Crack the eggs in to a microwavable bowl, microwave for 30 secs THEN add to shake.


----------



## Boshboshbosh (Nov 23, 2009)

haha hey Para im easily impressed!!

Really? MERRRR Ok ill up the eggs next time

Dan apparently if their red lion eggs its all cool, plus Im not fussed about food poisoning, could do with losing a few lbs!!! haha ;D


----------



## Suprakill4 (Jul 11, 2008)

Brandl said:


> Crack the eggs in to a microwavable bowl, microwave for 30 secs THEN add to shake.


How does this change the texture/taste?? Would imagine it would be much thicker no?


----------



## ParaManiac (Mar 20, 2007)

kieren1234 said:


> How does this change the texture/taste?? Would imagine it would be much thicker no?


Yep,10 secs would be more appropriate,however,imo,raw eggs are fine anyway,i eat plenty


----------



## Suprakill4 (Jul 11, 2008)

ParaManiac said:


> Yep,10 secs would be more appropriate,however,imo,raw eggs are fine anyway,i eat plenty


Cool, i used to just have 4 raw eggs in my morning chake but being cutting so long, im dying for solid foods right now, but when im bulking, i hate eating them so much lol. Lose lose situation...


----------



## Rekless (May 5, 2009)

kieren1234 said:


> Cool, i used to just have 4 raw eggs in my morning chake but being cutting so long, im dying for solid foods right now, but when im bulking, i hate eating them so much lol. Lose lose situation...
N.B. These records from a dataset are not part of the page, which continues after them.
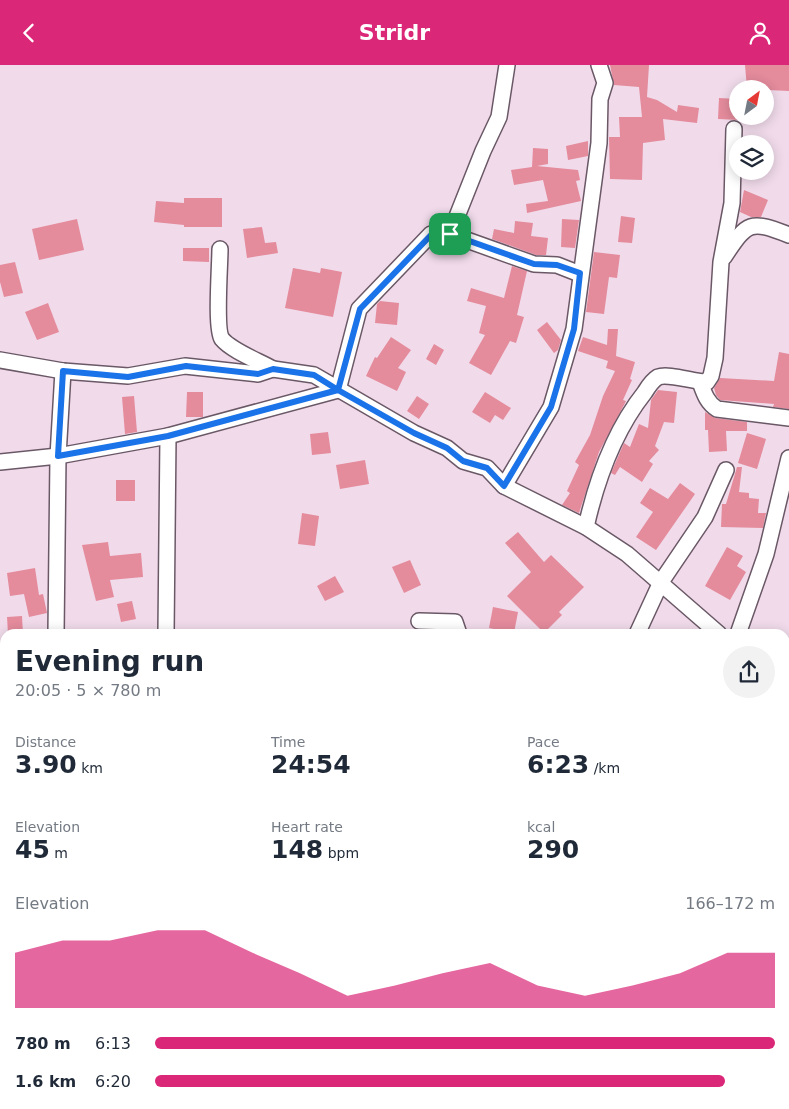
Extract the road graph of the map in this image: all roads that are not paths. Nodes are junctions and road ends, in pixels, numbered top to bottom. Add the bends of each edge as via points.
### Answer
1 (507, 65) edge
2 (599, 65) edge
3 (734, 129) dead end
4 (450, 234) junction
5 (789, 235) edge
6 (220, 249) dead end
7 (721, 262) junction
8 (580, 273) junction
9 (0, 360) edge
10 (273, 369) junction
11 (63, 371) junction
12 (700, 382) junction
13 (338, 390) junction
14 (789, 418) edge
15 (168, 436) junction
16 (58, 456) junction
17 (789, 458) edge
18 (0, 462) edge
19 (726, 470) dead end
20 (504, 486) junction
21 (586, 527) junction
22 (661, 582) junction
23 (419, 621) dead end
24 (56, 629) edge
25 (166, 629) edge
26 (457, 629) edge
27 (639, 629) edge
28 (713, 629) edge
29 (740, 629) edge

1 - 4 street via 499,117
2 - 8 street via 605,83 600,99 592,204
3 - 7 street via 732,203
4 - 8 street via 534,264 557,265
4 - 13 street via 432,234 360,309
5 - 7 street via 760,225 747,228
6 - 10 street via 218,325 221,338
7 - 12 street via 712,376
8 - 20 street via 574,329 551,407
9 - 11 street
10 - 11 street via 258,374 186,366 128,377
10 - 13 street via 314,375
11 - 16 street
12 - 14 street via 711,406 717,409
12 - 21 street via 664,376 657,378 633,406 604,463
13 - 15 street
13 - 20 street via 447,448 463,461 487,468
15 - 16 street
15 - 25 street
16 - 18 street
16 - 24 street
17 - 29 street via 766,554
19 - 22 street via 705,517
20 - 21 street
21 - 22 street
22 - 27 street
22 - 28 street
23 - 26 street via 455,622

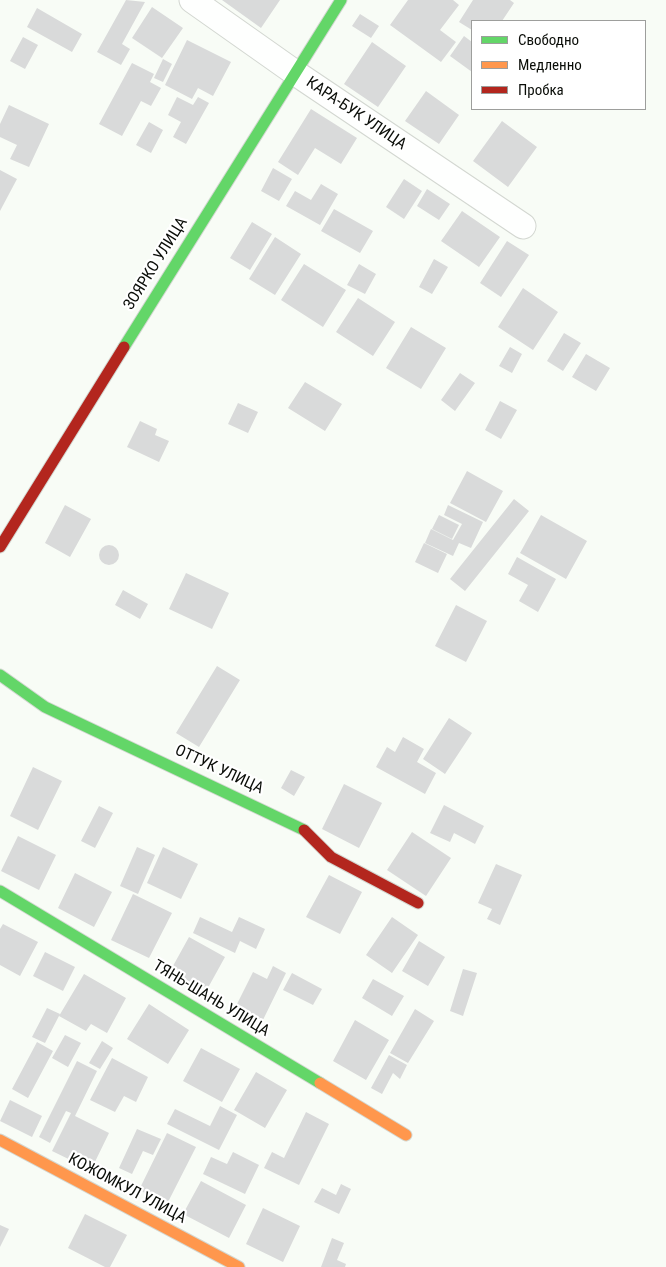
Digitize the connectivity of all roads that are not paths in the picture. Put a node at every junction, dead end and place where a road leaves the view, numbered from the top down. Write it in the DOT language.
graph roads {
  1 [pos="192,0"];
  2 [pos="341,0"];
  3 [pos="294,72"];
  4 [pos="523,226"];
  5 [pos="0,547"];
  6 [pos="0,675"];
  7 [pos="0,891"];
  8 [pos="418,903"];
  9 [pos="406,1135"];
  10 [pos="0,1140"];
  11 [pos="239,1267"];
  1 -- 3 [label="street, КАРА-БУК УЛИЦА"];
  2 -- 3 [label="street, ЗОЯРКО УЛИЦА"];
  3 -- 4 [label="street, КАРА-БУК УЛИЦА"];
  3 -- 5 [label="street, ЗОЯРКО УЛИЦА"];
  6 -- 8 [label="street, ОТТУК УЛИЦА"];
  7 -- 9 [label="street, ТЯНЬ-ШАНЬ УЛИЦА"];
  10 -- 11 [label="street, КОЖОМКУЛ УЛИЦА"];
}
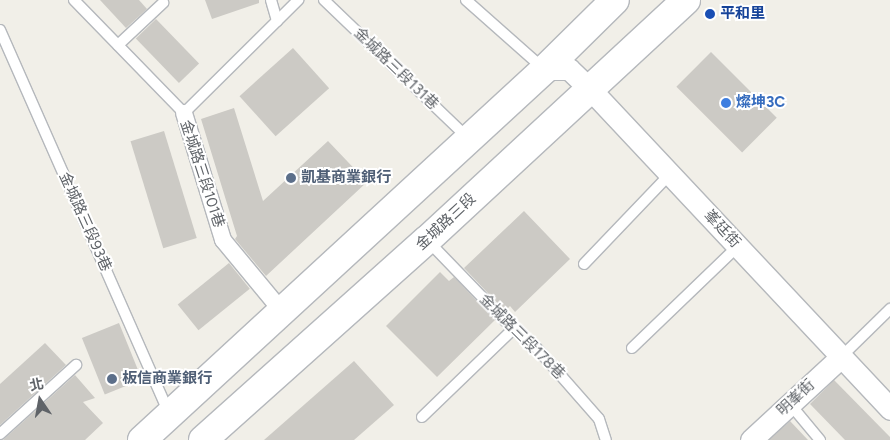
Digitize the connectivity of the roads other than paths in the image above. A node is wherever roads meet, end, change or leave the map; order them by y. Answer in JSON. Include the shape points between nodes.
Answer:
{"nodes":[{"id":1,"x":74,"y":0,"type":"edge"},
{"id":2,"x":271,"y":0,"type":"edge"},
{"id":3,"x":298,"y":0,"type":"edge"},
{"id":4,"x":324,"y":0,"type":"edge"},
{"id":5,"x":466,"y":0,"type":"edge"},
{"id":6,"x":615,"y":0,"type":"edge"},
{"id":7,"x":686,"y":0,"type":"edge"},
{"id":8,"x":163,"y":3,"type":"dead end"},
{"id":9,"x":278,"y":21,"type":"junction"},
{"id":10,"x":0,"y":30,"type":"edge"},
{"id":11,"x":118,"y":45,"type":"junction"},
{"id":12,"x":544,"y":70,"type":"junction"},
{"id":13,"x":590,"y":90,"type":"junction"},
{"id":14,"x":184,"y":114,"type":"junction"},
{"id":15,"x":468,"y":138,"type":"junction"},
{"id":16,"x":670,"y":174,"type":"junction"},
{"id":17,"x":427,"y":240,"type":"junction"},
{"id":18,"x":738,"y":246,"type":"junction"},
{"id":19,"x":584,"y":264,"type":"dead end"},
{"id":20,"x":890,"y":308,"type":"edge"},
{"id":21,"x":281,"y":310,"type":"junction"},
{"id":22,"x":514,"y":329,"type":"junction"},
{"id":23,"x":632,"y":348,"type":"dead end"},
{"id":24,"x":841,"y":357,"type":"junction"},
{"id":25,"x":76,"y":365,"type":"dead end"},
{"id":26,"x":790,"y":404,"type":"junction"},
{"id":27,"x":890,"y":409,"type":"edge"},
{"id":28,"x":170,"y":414,"type":"junction"},
{"id":29,"x":422,"y":417,"type":"dead end"},
{"id":30,"x":0,"y":434,"type":"edge"},
{"id":31,"x":142,"y":440,"type":"edge"},
{"id":32,"x":203,"y":440,"type":"edge"},
{"id":33,"x":606,"y":440,"type":"edge"},
{"id":34,"x":751,"y":440,"type":"edge"},
{"id":35,"x":820,"y":440,"type":"edge"}],
"edges":[{"from":1,"to":11,"type":"lane","name":"金城路三段101巷"},
{"from":2,"to":9,"type":"lane"},
{"from":3,"to":9,"type":"lane"},
{"from":4,"to":15,"type":"lane","name":"金城路三段131巷"},
{"from":5,"to":12,"type":"lane"},
{"from":6,"to":12,"type":"main road"},
{"from":7,"to":13,"type":"main road","name":"金城路三段"},
{"from":8,"to":11,"type":"lane"},
{"from":9,"to":14,"type":"lane"},
{"from":10,"to":28,"type":"lane","name":"金城路三段93巷"},
{"from":11,"to":14,"type":"lane","name":"金城路三段101巷"},
{"from":12,"to":13,"type":"street","name":"峯廷街","via":[[569,69]]},
{"from":12,"to":15,"type":"main road"},
{"from":13,"to":16,"type":"street","name":"峯廷街"},
{"from":13,"to":17,"type":"main road","name":"金城路三段"},
{"from":14,"to":21,"type":"street","name":"金城路三段101巷","via":[[223,240]]},
{"from":15,"to":21,"type":"main road"},
{"from":16,"to":18,"type":"street","name":"峯廷街"},
{"from":16,"to":19,"type":"lane"},
{"from":17,"to":22,"type":"lane","name":"金城路三段178巷"},
{"from":17,"to":32,"type":"main road","name":"金城路三段"},
{"from":18,"to":23,"type":"lane"},
{"from":18,"to":24,"type":"street","name":"峯廷街"},
{"from":20,"to":24,"type":"lane"},
{"from":21,"to":28,"type":"main road"},
{"from":22,"to":29,"type":"lane"},
{"from":22,"to":33,"type":"lane","name":"金城路三段178巷","via":[[534,345],[599,419]]},
{"from":24,"to":26,"type":"street","name":"明峯街"},
{"from":24,"to":27,"type":"street","name":"峯廷街"},
{"from":25,"to":30,"type":"lane"},
{"from":26,"to":34,"type":"street","name":"明峯街"},
{"from":26,"to":35,"type":"lane"},
{"from":28,"to":31,"type":"main road"}]}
How long you been cutting now?


----------



## Dantreadz85 (Jun 4, 2009)

BoshBoshBosh said:


> haha hey Para im easily impressed!!
> 
> Really? MERRRR Ok ill up the eggs next time
> 
> Dan apparently if their red lion eggs its all cool, plus Im not fussed about food poisoning, could do with losing a few lbs!!! haha ;D


whats different about red lion eggs? not having a dig just genuinly curious , as was always under the impression raw eggs were dangerous unless you were rocky , was ok for him lol


----------



## Suprakill4 (Jul 11, 2008)

Rekless said:


> How long you been cutting now?


coming up to 14 weeks. Finish on Monday then off holiday for 2 weeks all inclusive to undo all my hard work. Silly really lol.



Dantreadz85 said:


> whats different about red lion eggs? not having a dig just genuinly curious , as was always under the impression raw eggs were dangerous unless you were rocky , was ok for him lol


I read something about this, you will only get salmonella if you get a bad egg. I was knocking 4 raw eggs back a day for 5 months and didnt have 1 problem......


----------



## ParaManiac (Mar 20, 2007)

kieren1234 said:


> Cool, i used to just have 4 raw eggs in my morning chake but being cutting so long, im dying for solid foods right now, but when im bulking, i hate eating them so much lol. Lose lose situation...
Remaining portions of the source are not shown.